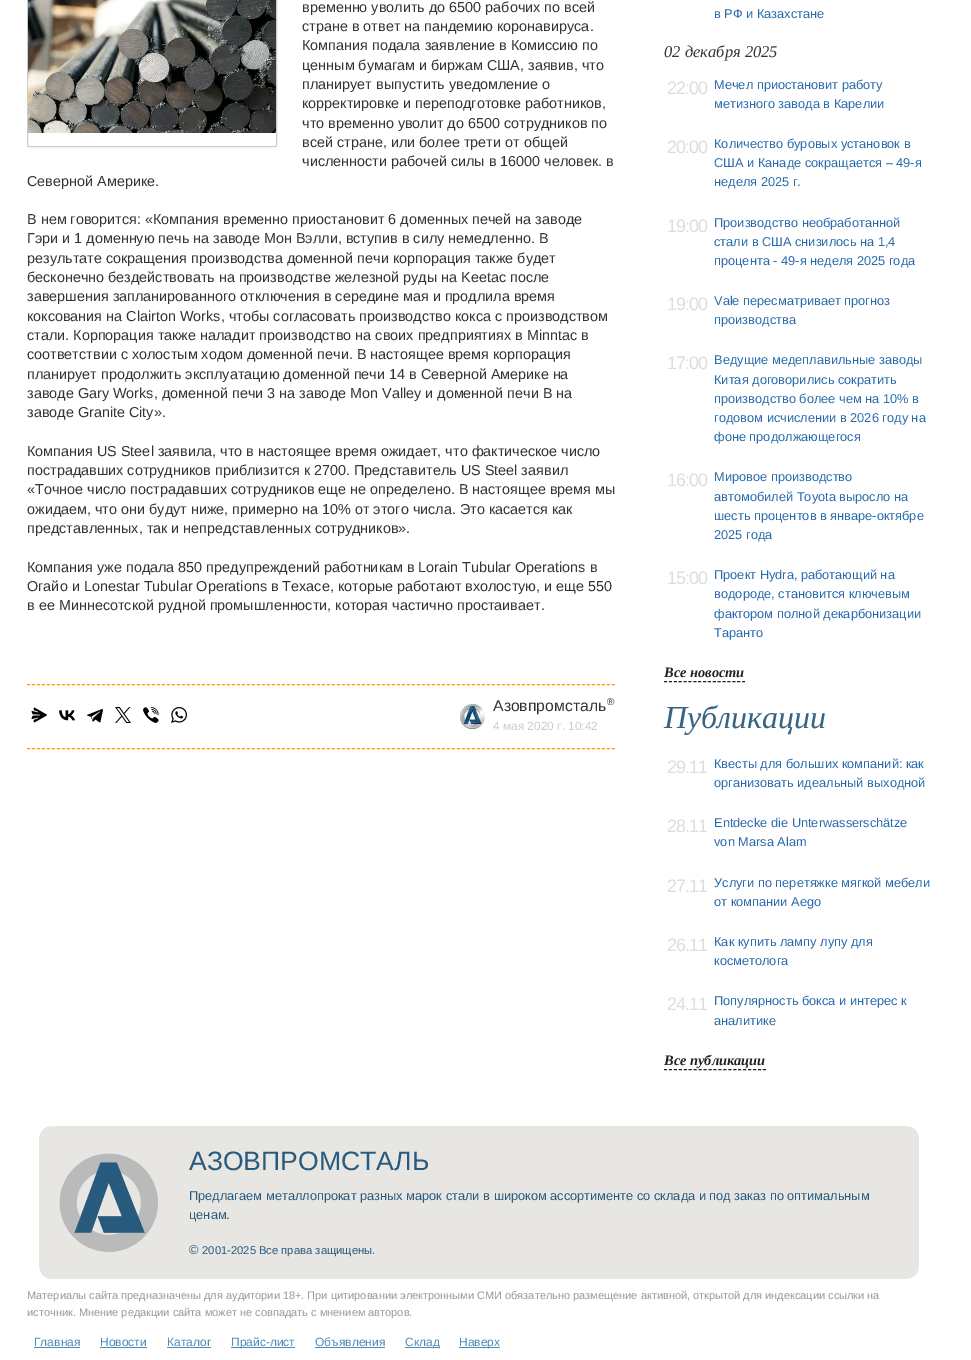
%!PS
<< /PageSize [971 1360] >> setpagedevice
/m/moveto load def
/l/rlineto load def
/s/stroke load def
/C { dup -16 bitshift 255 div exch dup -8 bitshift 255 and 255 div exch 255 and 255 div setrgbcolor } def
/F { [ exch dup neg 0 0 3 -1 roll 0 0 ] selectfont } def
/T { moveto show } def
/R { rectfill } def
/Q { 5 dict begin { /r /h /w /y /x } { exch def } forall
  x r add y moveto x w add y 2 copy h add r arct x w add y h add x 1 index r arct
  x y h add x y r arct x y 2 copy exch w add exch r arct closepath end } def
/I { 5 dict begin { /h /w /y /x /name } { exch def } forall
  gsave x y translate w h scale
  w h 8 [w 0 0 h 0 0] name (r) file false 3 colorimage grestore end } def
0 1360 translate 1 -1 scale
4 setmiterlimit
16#FFFFFF C
0 0 971 1360 R
16#CCCCCC C
27.5 -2.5 249 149 1.5 Q s
(1.rgb) 28 0 248 133 I
/LiberationSans-Regular 14.4 F
16#343434 C
(временно уволить до 6500 рабочих по всей) 302 12 T
(стране в ответ на пандемию коронавируса.) 302 31 T
(Компания подала заявление в Комиссию по) 302 50 T
(ценным бумагам и биржам США, заявив, что) 302 70 T
(планирует выпустить уведомление о) 302 89 T
(корректировке и переподготовке работников,) 302 108 T
(что временно уволит до 6500 сотрудников по) 302 128 T
(всей стране, или более трети от общей) 302 147 T
(численности рабочей силы в 16000 человек. в) 302 166 T
(Северной Америке.) 27 186 T
(В нем говорится: «Компания временно приостановит 6 доменных печей на заводе) 27 224 T
(Гэри и 1 доменную печь на заводе Мон Вэлли, вступив в силу немедленно. В) 27 243 T
(результате сокращения производства доменной печи корпорация также будет) 27 263 T
(бесконечно бездействовать на производстве железной руды на Keetac после) 27 282 T
(завершения запланированного отключения в середине мая и продлила время) 27 301 T
(коксования на Clairton Works, чтобы согласовать производство кокса с производством) 27 321 T
(стали. Корпорация также наладит производство на своих предприятиях в Minntac в) 27 340 T
(соответствии с холостым ходом доменной печи. В настоящее время корпорация) 27 359 T
(планирует продолжить эксплуатацию доменной печи 14 в Северной Америке на) 27 379 T
(заводе Gary Works, доменной печи 3 на заводе Mon Valley и доменной печи B на) 27 398 T
(заводе Granite City».) 27 417 T
(Компания US Steel заявила, что в настоящее время ожидает, что фактическое число) 27 456 T
(пострадавших сотрудников приблизится к 2700. Представитель US Steel заявил) 27 475 T
(«Точное число пострадавших сотрудников еще не определено. В настоящее время мы) 27 494 T
(ожидаем, что они будут ниже, примерно на 10% от этого числа. Это касается как) 27 514 T
(представленных, так и непредставленных сотрудников».) 27 533 T
(Компания уже подала 850 предупреждений работникам в Lorain Tubular Operations в) 27 572 T
(Огайо и Lonestar Tubular Operations в Техасе, которые работают вхолостую, и еще 550) 27 591 T
(в ее Миннесотской рудной промышленности, которая частично простаивает.) 27 610 T
16#FF9900 C
[3 2] 0 setdash
27 684.5 m 588 0 l s
27 748.5 m 588 0 l s
(2.rgb) 31 707 16 16 I
(3.rgb) 59 710 16 11 I
(4.rgb) 87 709 16 14 I
(5.rgb) 115 707 16 16 I
(6.rgb) 143 707 16 16 I
(7.rgb) 171 707 16 16 I
(8.rgb) 460 704 25 25 I
/LiberationSans-Regular 15.75 F
16#343434 C
(Азовпромсталь) 493 711 T
/LiberationSans-Regular 10 F
(®) 607 705 T
/LiberationSans-Regular 11.9 F
16#CCCCCC C
(4 мая 2020 г. 10:42) 493 730 T
/LiberationSans-Regular 12.8 F
16#286BAD C
(в РФ и Казахстане) 714 18 T
/LiberationSerif-Italic 16.5 F
16#343434 C
(02 декабря 2025) 664 57 T
/LiberationSans-Regular 18 F
16#DDDDDD C
667 94 m -1 0 (22:00) ashow
/LiberationSans-Regular 12.8 F
16#286BAD C
(Мечел приостановит работу) 714 89 T
(метизного завода в Карелии) 714 108 T
/LiberationSans-Regular 18 F
16#DDDDDD C
667 153 m -1 0 (20:00) ashow
/LiberationSans-Regular 12.8 F
16#286BAD C
(Количество буровых установок в) 714 148 T
(США и Канаде сокращается – 49-я) 714 167 T
(неделя 2025 г.) 714 186 T
/LiberationSans-Regular 18 F
16#DDDDDD C
667 232 m -1 0 (19:00) ashow
/LiberationSans-Regular 12.8 F
16#286BAD C
(Производство необработанной) 714 227 T
(стали в США снизилось на 1,4) 714 246 T
(процента - 49-я неделя 2025 года) 714 265 T
/LiberationSans-Regular 18 F
16#DDDDDD C
667 310 m -1 0 (19:00) ashow
/LiberationSans-Regular 12.8 F
16#286BAD C
(Vale пересматривает прогноз) 714 305 T
(производства) 714 324 T
/LiberationSans-Regular 18 F
16#DDDDDD C
667 369 m -1 0 (17:00) ashow
/LiberationSans-Regular 12.8 F
16#286BAD C
(Ведущие медеплавильные заводы) 714 364 T
(Китая договорились сократить) 714 384 T
(производство более чем на 10% в) 714 403 T
(годовом исчислении в 2026 году на) 714 422 T
(фоне продолжающегося) 714 441 T
/LiberationSans-Regular 18 F
16#DDDDDD C
667 486 m -1 0 (16:00) ashow
/LiberationSans-Regular 12.8 F
16#286BAD C
(Мировое производство) 714 481 T
(автомобилей Toyota выросло на) 714 501 T
(шесть процентов в январе-октябре) 714 520 T
(2025 года) 714 539 T
/LiberationSans-Regular 18 F
16#DDDDDD C
667 584 m -1 0 (15:00) ashow
/LiberationSans-Regular 12.8 F
16#286BAD C
(Проект Hydra, работающий на) 714 579 T
(водороде, становится ключевым) 714 598 T
(фактором полной декарбонизации) 714 618 T
(Таранто) 714 637 T
16#222222 C
[3 1.88] 0 setdash
664 681.5 m 81 0 l s
/LiberationSerif-BoldItalic 14.4 F
(Все новости) 664 677 T
/LiberationSerif-Italic 32 F
16#366484 C
(Публикации) 664 728 T
/LiberationSans-Regular 18 F
16#DDDDDD C
667 773 m -1 0 (29.11) ashow
/LiberationSans-Regular 12.8 F
16#286BAD C
(Квесты для больших компаний: как) 714 768 T
(организовать идеальный выходной) 714 787 T
/LiberationSans-Regular 18 F
16#DDDDDD C
667 832 m -1 0 (28.11) ashow
/LiberationSans-Regular 12.8 F
16#286BAD C
(Entdecke die Unterwasserschätze) 714 827 T
(von Marsa Alam) 714 846 T
/LiberationSans-Regular 18 F
16#DDDDDD C
667 892 m -1 0 (27.11) ashow
/LiberationSans-Regular 12.8 F
16#286BAD C
(Услуги по перетяжке мягкой мебели) 714 887 T
(от компании Aego) 714 906 T
/LiberationSans-Regular 18 F
16#DDDDDD C
667 951 m -1 0 (26.11) ashow
/LiberationSans-Regular 12.8 F
16#286BAD C
(Как купить лампу лупу для) 714 946 T
(косметолога) 714 965 T
/LiberationSans-Regular 18 F
16#DDDDDD C
667 1010 m -1 0 (24.11) ashow
/LiberationSans-Regular 12.8 F
16#286BAD C
(Популярность бокса и интерес к) 714 1005 T
(аналитике) 714 1025 T
16#222222 C
[3 1.95] 0 setdash
664 1069.5 m 102 0 l s
/LiberationSerif-BoldItalic 14.4 F
(Все публикации) 664 1065 T
16#E7E6E3 C
49 1126 860 1 R
46 1127 866 1 R
44 1128 870 1 R
43 1129 872 1 R
42 1130 874 1 R
41 1131 876 2 R
40 1133 878 3 R
39 1136 880 133 R
(9.rgb) 59 1153 99 99 I
/LiberationSans-Regular 26.6 F
16#285A7D C
(АЗОВПРОМСТАЛЬ) 189 1170 T
/LiberationSans-Regular 12.8 F
(Предлагаем металлопрокат разных марок стали в широком ассортименте со склада и под заказ по оптимальным) 189 1200 T
(ценам.) 189 1219 T
(©) 189 1254 T
/LiberationSans-Regular 11.25 F
(2001-2025 Все права защищены.) 202 1254 T
16#E7E6E3 C
40 1269 878 3 R
41 1272 876 2 R
42 1274 874 1 R
43 1275 872 1 R
44 1276 870 1 R
46 1277 866 1 R
49 1278 860 1 R
/LiberationSans-Regular 11 F
16#999999 C
(Материалы сайта предназначены для аудитории 18+. При цитировании электронными СМИ обязательно размещение активной, открытой для индексации ссылки на) 27 1299 T
(источник. Мнение редакции сайта может не совпадать с мнением авторов.) 27 1316 T
/LiberationSans-Regular 12 F
16#4D8CB7 C
(Главная) 34 1346 T
34 1347 46 1 R
(Новости) 100 1346 T
100 1347 47 1 R
(Каталог) 167 1346 T
167 1347 44 1 R
231 1347 64 1 R
(Прайс-лист) 231 1346 T
(Объявления) 315 1346 T
315 1347 70 1 R
405 1347 34 1 R
(Склад) 405 1346 T
459 1347 41 1 R
(Наверх) 459 1346 T
showpage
=-=-=
- Exercise brief
Write out only those lines of the entries that lie between the line containing "(Прайс-лист) 231 1346 T" and the last line, inclusive, reproducing them exactly.

- Output
(Прайс-лист) 231 1346 T
(Объявления) 315 1346 T
315 1347 70 1 R
405 1347 34 1 R
(Склад) 405 1346 T
459 1347 41 1 R
(Наверх) 459 1346 T
showpage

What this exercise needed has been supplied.